How to sign/install (sideload) iPA (iPhone App) files in the easiest way possible without any expiry period for free?
Relax, this is a tutorial and if you’re a seasoned torrentor than this should be fairly quick to learn even without the explanation but for anybody else this should be the simplest tutorial for you regardless as everything has been compressed here itself rather than sending you to multiple sources.
- DNS
https://github.com/ESign-khoindvn/ESign-Khoindvn.github.io/raw/main/Tool/khoindvn.mobileconfig - Esign
https://khoindvn.bio.link - Certs
https://github.com/dns-khoindvn/dns-khoindvn/raw/main/dns/ESign-cert.zip - Repo
https://raw.githubusercontent.com/alphastark/IPAs/main/apps_esign.json
About: This is a DNS Profile from Khơindvn (GitHub) via the courtesy of a YouTuber named ‘Pork the Jork’ meant to filter Apple Servers which verifies the bundle ID of an app that’s going to be signed before getting installed since on iOS or iPadOS, apps aren’t signed locally unlike on a PC or Mac post iOS 13. So, if you’re blacklisted then this should get you back in the line as well.
- Make sure Safari is your default browser or is used before tapping on the link.
- Go to Settings → General → VPN, DNS, Device Management
- Install the profile and let it work.
So, you can see based on user feedback I’ve solely resorted to Khơindvn’s solution instead of copycats (like Khomod) forking from his original GitHub repository. His website might be in non-english (in a clever way to avoid internet scans that issue notices from US) but his repo has everything authored in clean english as an open project for all to inspect and replicate.
About: Esign is a signing app that can download, unzip, package, import, sign and install iPA files to become apps in addition to accessing public repos directly.
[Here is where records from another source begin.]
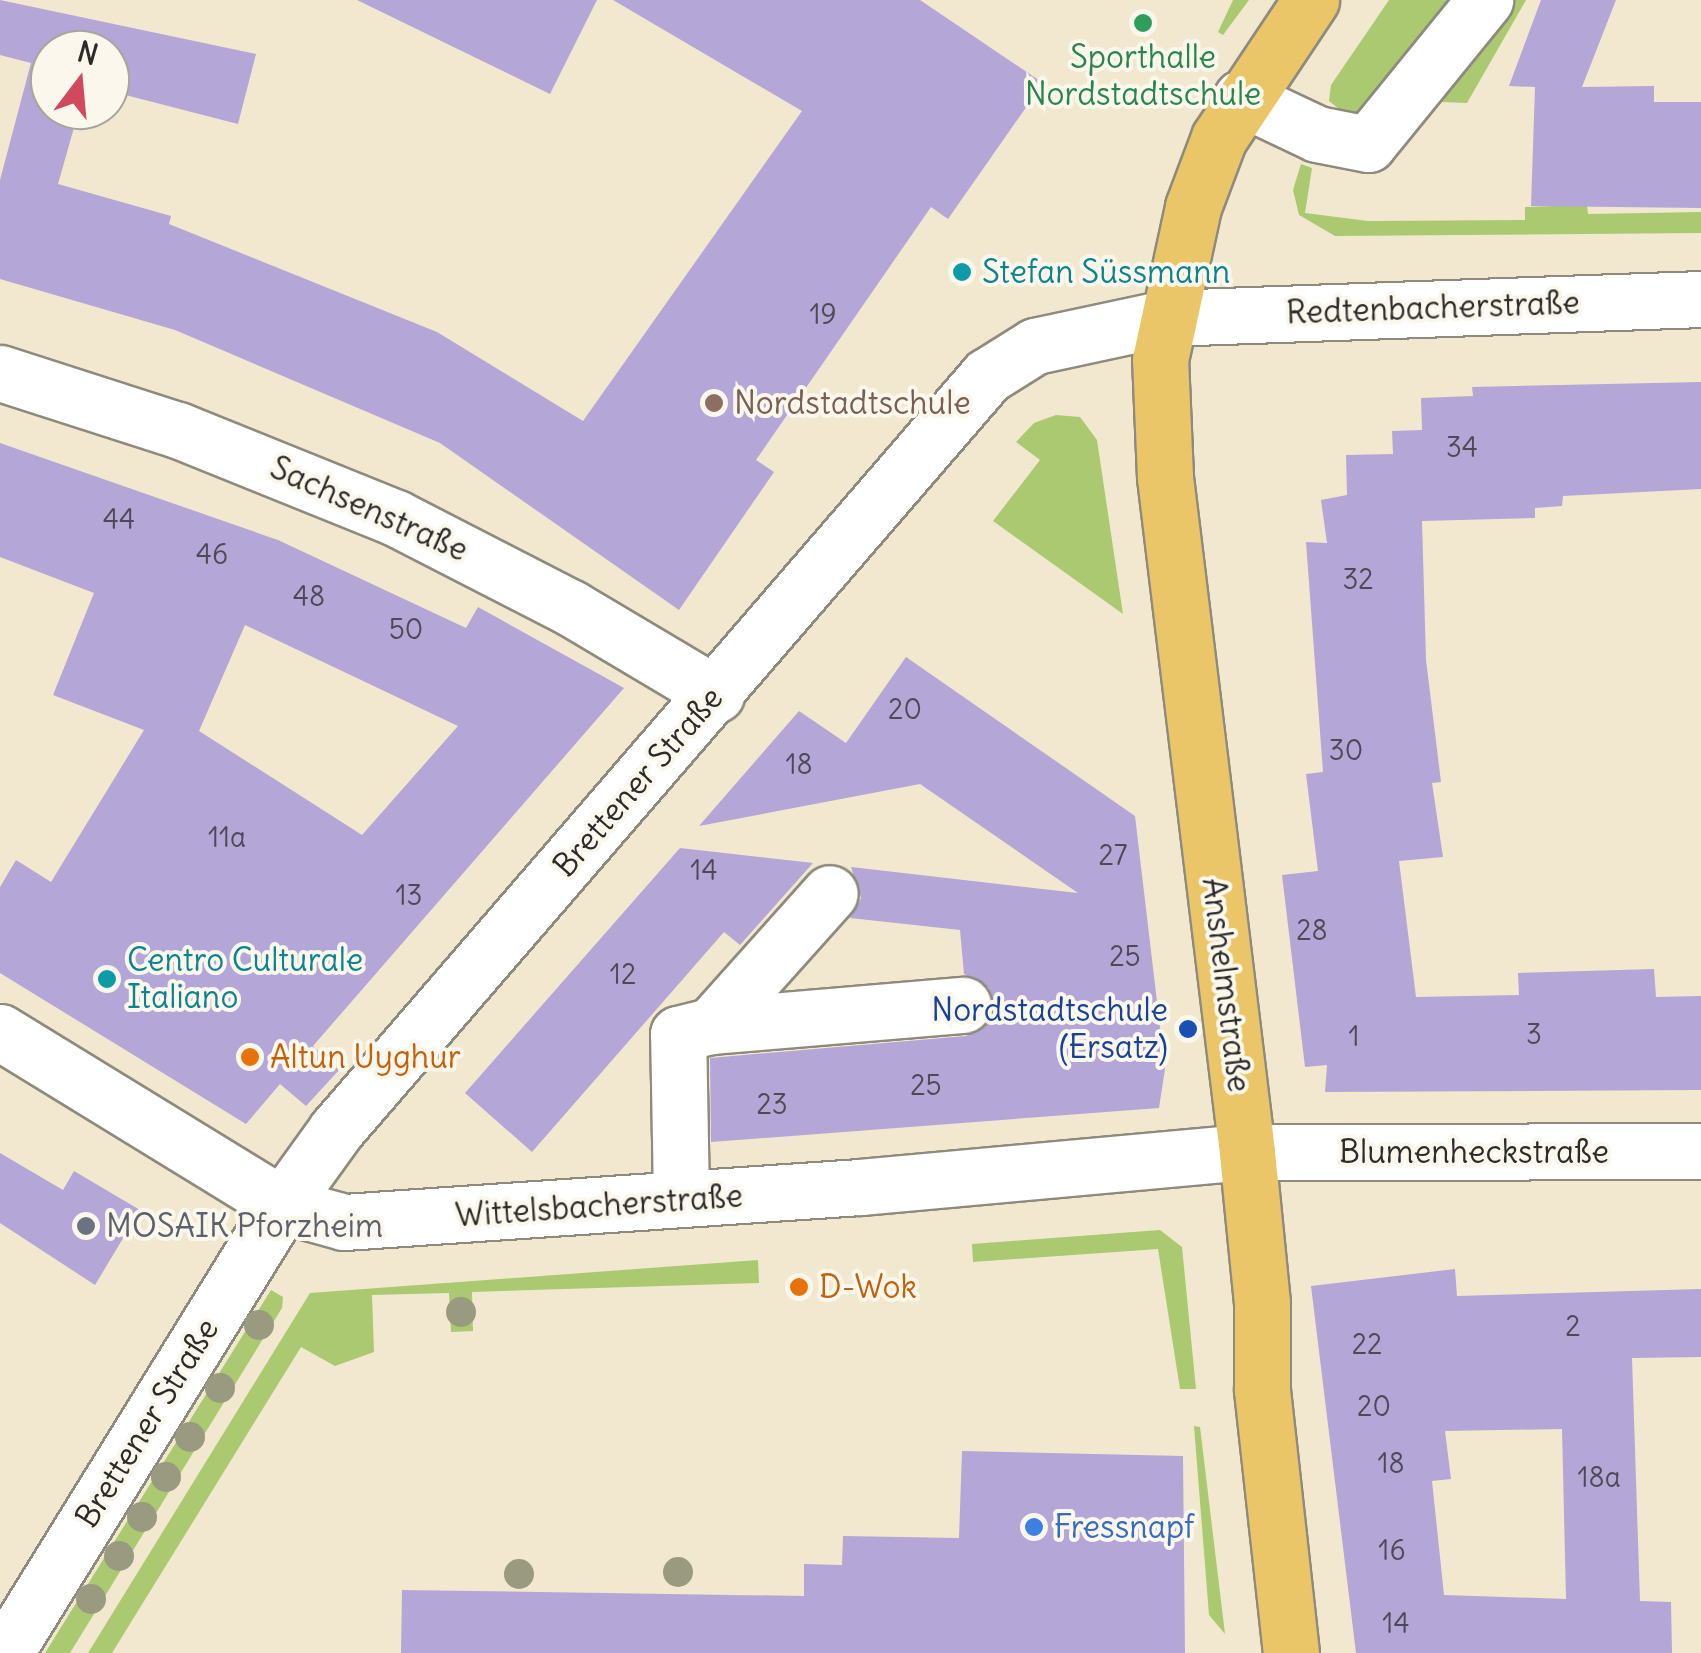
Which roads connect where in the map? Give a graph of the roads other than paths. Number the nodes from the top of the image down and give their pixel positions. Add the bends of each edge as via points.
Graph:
1 (1311, 0) edge
2 (1485, 0) edge
3 (1241, 98) junction
4 (1701, 299) edge
5 (1166, 318) junction
6 (0, 373) edge
7 (716, 694) junction
8 (830, 892) dead end
9 (963, 1005) dead end
10 (711, 1026) junction
11 (0, 1032) edge
12 (1701, 1151) edge
13 (1247, 1152) junction
14 (681, 1199) junction
15 (282, 1205) junction
16 (5, 1653) edge
17 (1291, 1653) edge

1 - 3 main road
2 - 3 street via 1368,144 1317,134
3 - 5 main road via 1193,207
4 - 5 street, Redtenbacherstraße
5 - 7 street, Brettener Straße via 1035,346 987,376
5 - 13 main road, Anshelmstraße via 1160,360 1165,477
6 - 7 street, Sachsenstraße via 178,430 396,518 556,599
7 - 15 street, Brettener Straße via 336,1130
8 - 10 street
9 - 10 street
10 - 14 street via 678,1034
11 - 15 street, Wittelsbacherstraße
12 - 13 street, Blumenheckstraße
13 - 14 street, Wittelsbacherstraße
13 - 17 main road, Anshelmstraße via 1262,1302 1262,1389
14 - 15 street, Wittelsbacherstraße via 365,1222
15 - 16 street, Brettener Straße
- Tap on the link to install Esign (Sunshine Insurance Group) directly after following the steps above of using the custom DNS filters or grab a different one from here.
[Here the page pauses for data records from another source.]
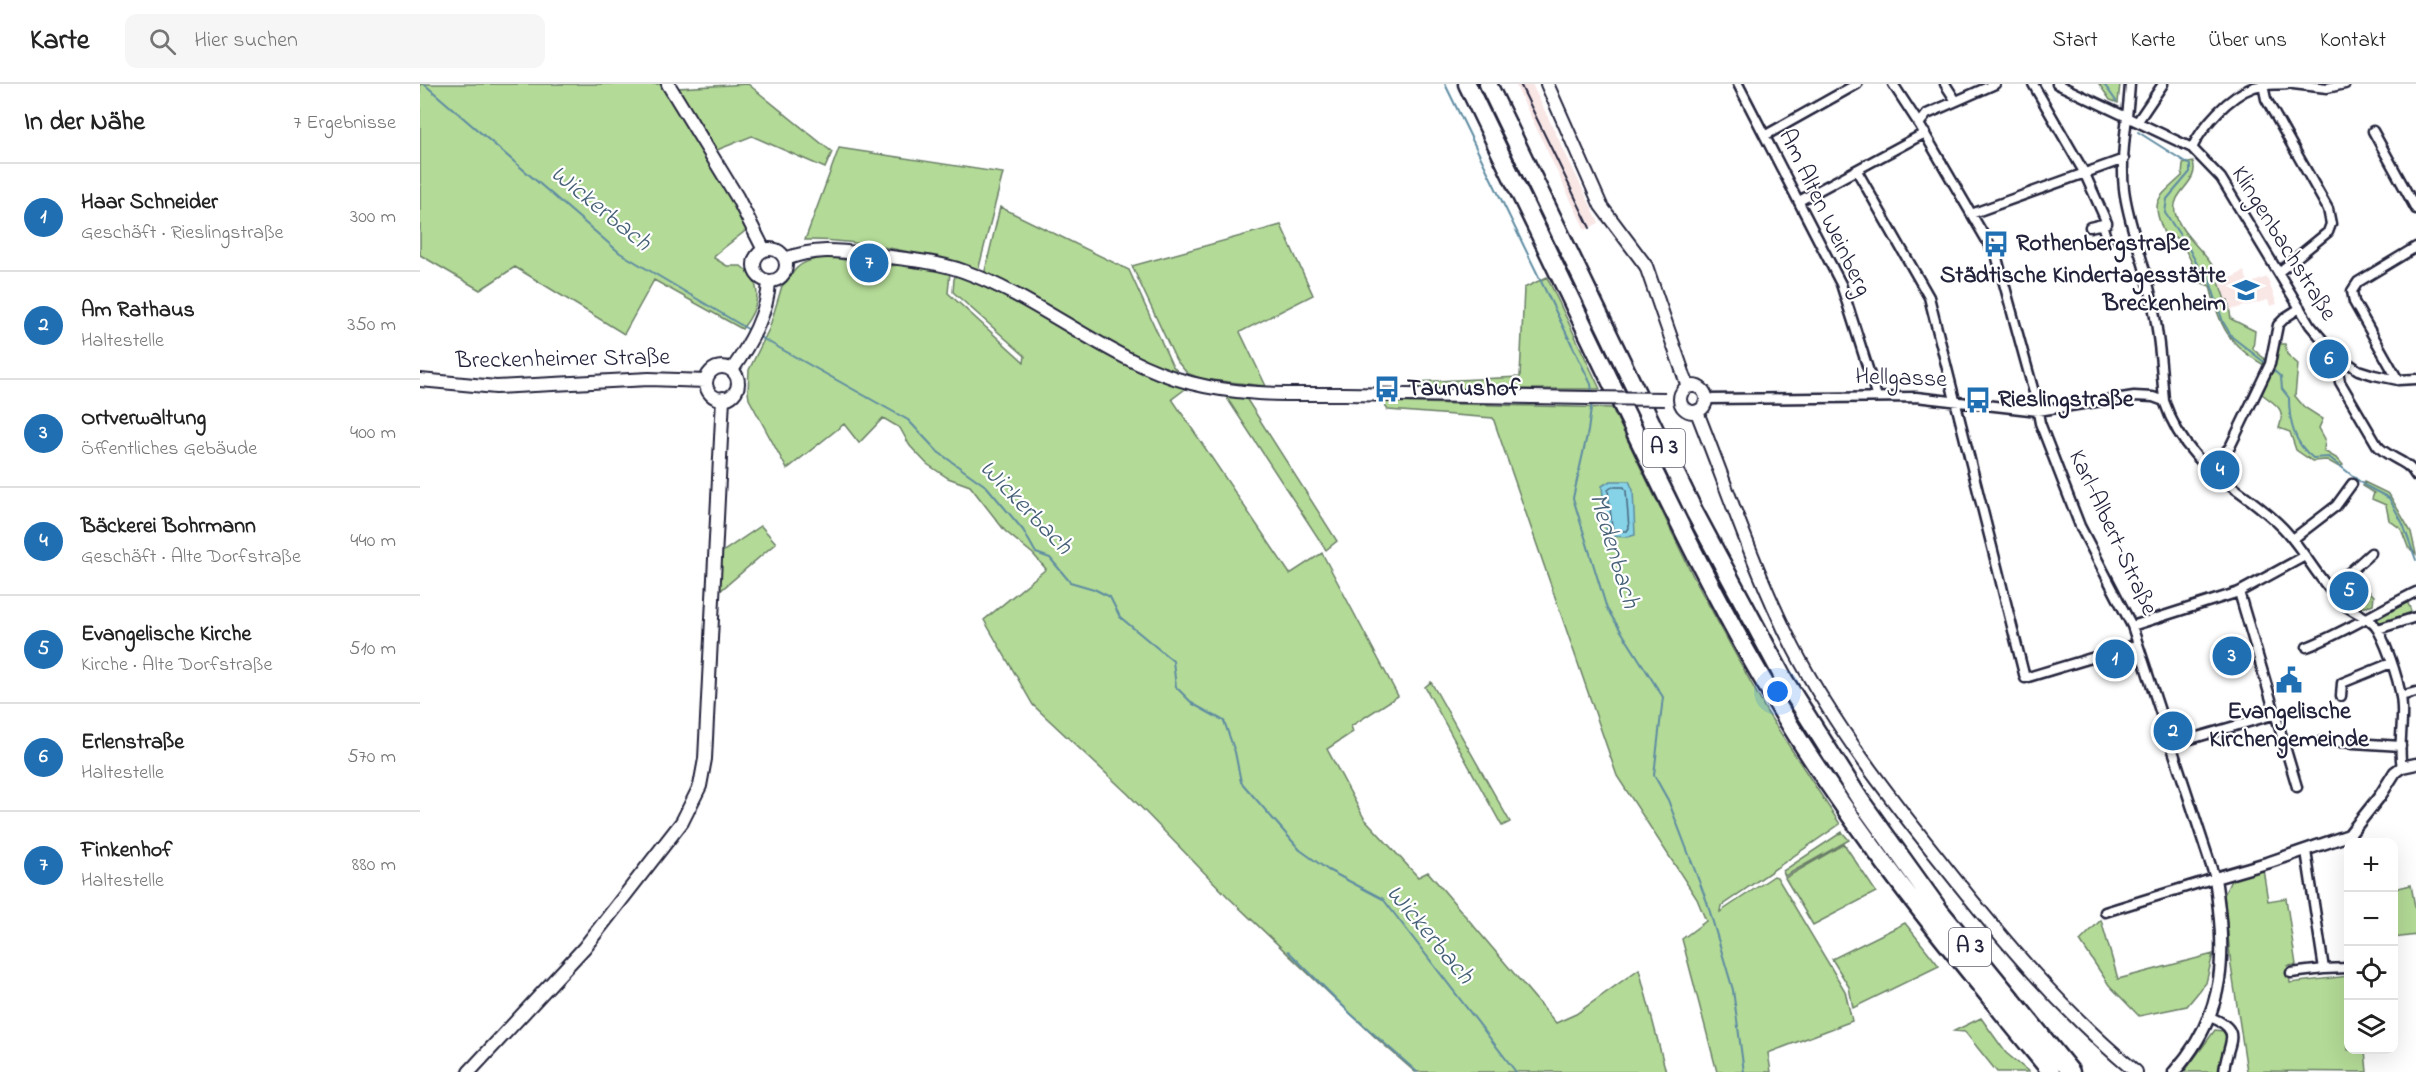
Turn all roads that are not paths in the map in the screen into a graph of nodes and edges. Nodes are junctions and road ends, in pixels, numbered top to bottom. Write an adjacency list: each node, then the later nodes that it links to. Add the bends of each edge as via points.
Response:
1 (668, 84): 36 (main road)
2 (1467, 84): 82 (highway, A 3, via 1709,581 1770,692 1845,808)
3 (1488, 84): 82 (highway, A 3, via 1726,574 1785,681 1861,801)
4 (1547, 84): 47 (main road, via 1601,206 1646,266)
5 (1738, 84): 24 (street, Am Alten Weinberg)
6 (1857, 84): 24 (street)
7 (1893, 84): 21 (street, Karl-Albert-Straße)
8 (1945, 84): 18 (street)
9 (1995, 84): 18 (street)
10 (2033, 84): 28 (street)
11 (2057, 84): 19 (street, Klingenbachstraße)
12 (2130, 84): 19 (street)
13 (2163, 84): 20 (street)
14 (2287, 84): 17 (street)
15 (2293, 84): 16 (street, via 2327,88)
16 (2345, 84)
17 (2268, 85): 25 (street, via 2247,90 2219,112); 38 (street, via 2266,99 2328,209 2331,224 2328,232)
18 (1956, 101): 21 (street, via 1927,114)
19 (2128, 116): 20 (street, Klingenbachstraße); 26 (street)
20 (2138, 121): 25 (street, Klingenbachstraße)
21 (1919, 124): 23 (street, Karl-Albert-Straße)
22 (2373, 131): 30 (street)
23 (1924, 133): 27 (street); 31 (street, Karl-Albert-Straße)
24 (1766, 135): 29 (street, Am Alten Weinberg)
25 (2192, 148): 38 (street, Klingenbachstraße, via 2221,178)
26 (2124, 159): 28 (street); 53 (street, via 2124,189 2158,325)
27 (1857, 171): 29 (street); 52 (street, via 1929,297)
28 (2084, 172): 31 (street); 32 (street, via 2107,223)
29 (1799, 201): 48 (street, Am Alten Weinberg, via 1841,284)
30 (2416, 209)
31 (1971, 214): 54 (street, Karl-Albert-Straße, via 1992,247 2001,271)
32 (2102, 224): 33 (street); 34 (street)
33 (2090, 228)
34 (2107, 241)
35 (2416, 247): 44 (street, via 2358,282 2352,291 2354,302)
36 (764, 249): 37 (main road, via 774,249); 39 (main road, via 755,259 754,269)
37 (785, 259): 39 (main road, via 783,274); 50 (main road, bridge, via 831,249 956,269 996,286 1149,369 1216,388 1269,394)
38 (2278, 272): 40 (street, Klingenbachstraße)
39 (769, 280): 42 (main road, via 767,298 751,340)
40 (2300, 308): 41 (street, Klingenbachstraße); 56 (street, via 2278,325 2269,366 2230,447)
41 (2340, 359): 44 (street, Klingenbachstraße, via 2374,375); 57 (street, via 2340,382 2377,445 2410,466)
42 (732, 370): 46 (main road, via 713,369); 49 (main road, via 737,387)
43 (420, 380): 46 (main road, Breckenheimer Straße, via 496,387 650,379)
44 (2398, 380): 45 (street, Klingenbachstraße)
45 (2416, 380)
46 (706, 381): 49 (main road, via 711,394)
47 (1688, 387): 50 (main road); 51 (main road, via 1698,387)
48 (1877, 397): 51 (street, Hellgasse); 52 (street, Hellgasse)
49 (723, 398): 90 (main road, via 705,759 698,793 682,822 584,948)
50 (1679, 399): 55 (main road, via 1686,411)
51 (1706, 399): 55 (main road)
52 (1955, 400): 54 (street, Hellgasse); 69 (street, via 2025,678)
53 (2164, 401): 54 (street, Hellgasse, via 2134,396); 56 (street, via 2179,434)
54 (2038, 411): 67 (street, Karl-Albert-Straße, via 2080,526)
55 (1697, 412): 93 (main road, via 1793,646 1848,741 2018,957 2078,1022)
56 (2209, 470): 59 (street, via 2270,516)
57 (2416, 476)
58 (2352, 484): 59 (street, via 2336,506)
59 (2293, 539): 61 (street)
60 (2372, 553): 62 (street)
61 (2305, 556): 62 (street); 63 (street)
62 (2331, 589): 66 (street, via 2342,603)
63 (2239, 592): 67 (street); 75 (street)
64 (2416, 592): 66 (street)
65 (2416, 617): 68 (street)
66 (2366, 618): 68 (street); 70 (street)
67 (2132, 626): 69 (street, Karl-Albert-Straße)
68 (2378, 629): 71 (street)
69 (2138, 644): 77 (street, Karl-Albert-Straße)
70 (2307, 647)
71 (2391, 663): 73 (street, via 2342,683); 74 (street)
72 (2416, 692): 74 (street)
73 (2341, 696)
74 (2401, 696): 78 (street)
75 (2276, 714): 77 (street); 81 (street)
76 (2322, 741): 78 (street)
77 (2170, 745): 84 (street, Karl-Albert-Straße)
78 (2401, 746): 80 (street)
79 (2416, 764): 80 (street)
80 (2402, 767): 83 (street, via 2352,832)
81 (2297, 787)
82 (1866, 824): 91 (highway, A 3, via 1927,921); 92 (highway, A 3)
83 (2306, 850): 84 (street); 87 (street)
84 (2215, 878): 85 (street); 89 (street, via 2222,960)
85 (2105, 912)
86 (2344, 968): 87 (street)
87 (2324, 969): 88 (street)
88 (2291, 973)
89 (2210, 1017): 94 (street, via 2193,1050); 95 (street, via 2228,1026 2232,1033)
90 (469, 1072)
91 (2051, 1072)
92 (2071, 1072)
93 (2136, 1072)
94 (2174, 1072)
95 (2224, 1072)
- Go to Settings → General → VPN, DNS, Device Management → Enterprise App
- Tap on the Certificate Name and there should be a Trust button.
- Now open the Esign app and under the ‘Download’ Tab in the bottom navigation bar, find the ellipses ••• on the top then ‘Settings’ to enable both ‘Auto Import’ & ‘Auto Delete’
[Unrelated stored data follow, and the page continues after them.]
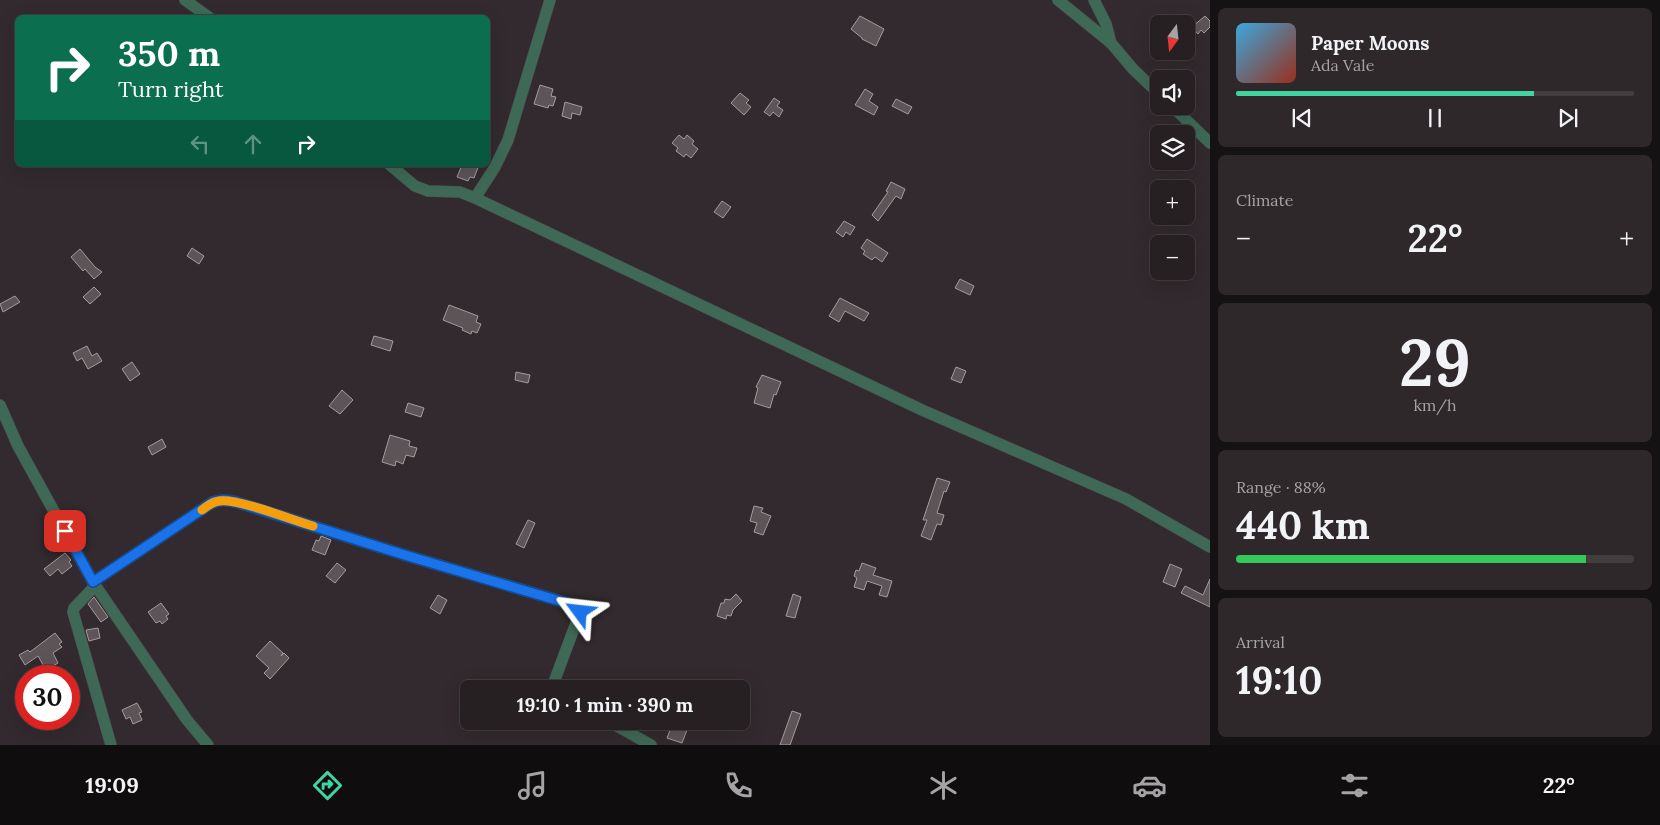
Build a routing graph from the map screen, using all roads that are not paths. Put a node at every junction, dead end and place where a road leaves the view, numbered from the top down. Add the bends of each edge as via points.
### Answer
1 (185, 0) edge
2 (550, 0) edge
3 (1058, 0) edge
4 (1094, 0) edge
5 (206, 15) edge
6 (1111, 43) junction
7 (1150, 85) edge
8 (1181, 115) edge
9 (1210, 143) edge
10 (392, 167) edge
11 (475, 198) junction
12 (0, 405) edge
13 (1210, 547) edge
14 (94, 584) junction
15 (555, 680) edge
16 (624, 730) edge
17 (111, 745) edge
18 (208, 745) edge
19 (650, 745) edge

1 - 5 street
2 - 11 street via 508,140
3 - 6 street
4 - 6 street
6 - 7 street
8 - 9 street
10 - 11 street via 414,186 444,193 460,192
11 - 13 street via 922,410 1126,499
12 - 14 street via 18,446
14 - 15 street via 213,502 236,502 574,605 579,615
14 - 17 street via 73,612
14 - 18 street via 187,720
16 - 19 street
Download Setting for Esign
About: Cert is simply short for certificate where we’ll use the expired ones instead of the latest one… presumably HDFC Life Insurance (Indian) or older like Sunshine Insurance Group (Chinese) but you’ll be downloaded with all of them.
- Tap on the link here or copy from above then go to your:
- Esign → Download → ••• → URL › Paste
- A zip file should be in your ‘File’ section, there’s inbuilt uncompressor so you just need to tap after which there will be an extracted folder by the same name.
- There should be a list of certificates, we used the Sunshine cert to install Esign so we will only import the “Sunshine Insurance Group Certificate”.
- If you used a different cert for Esign installation (say HDFC) then use that one.
- After successful import, you can delete both the folder and the zip file.
- Now go to the main ‘Settings’ in the app (bottom bar) for “Sign Default Config” where you’ll enable “Install after signed” and get out.
About: Repo stands for repository which should allow to act like an App Library of sort, the one I have mentioned here for instance is TrollStore iPA Library from GitHub.
- Tap on the link or manually copy from above to Esign → App Source (Top Left) → +
- Now see yourself being able to search and download natively.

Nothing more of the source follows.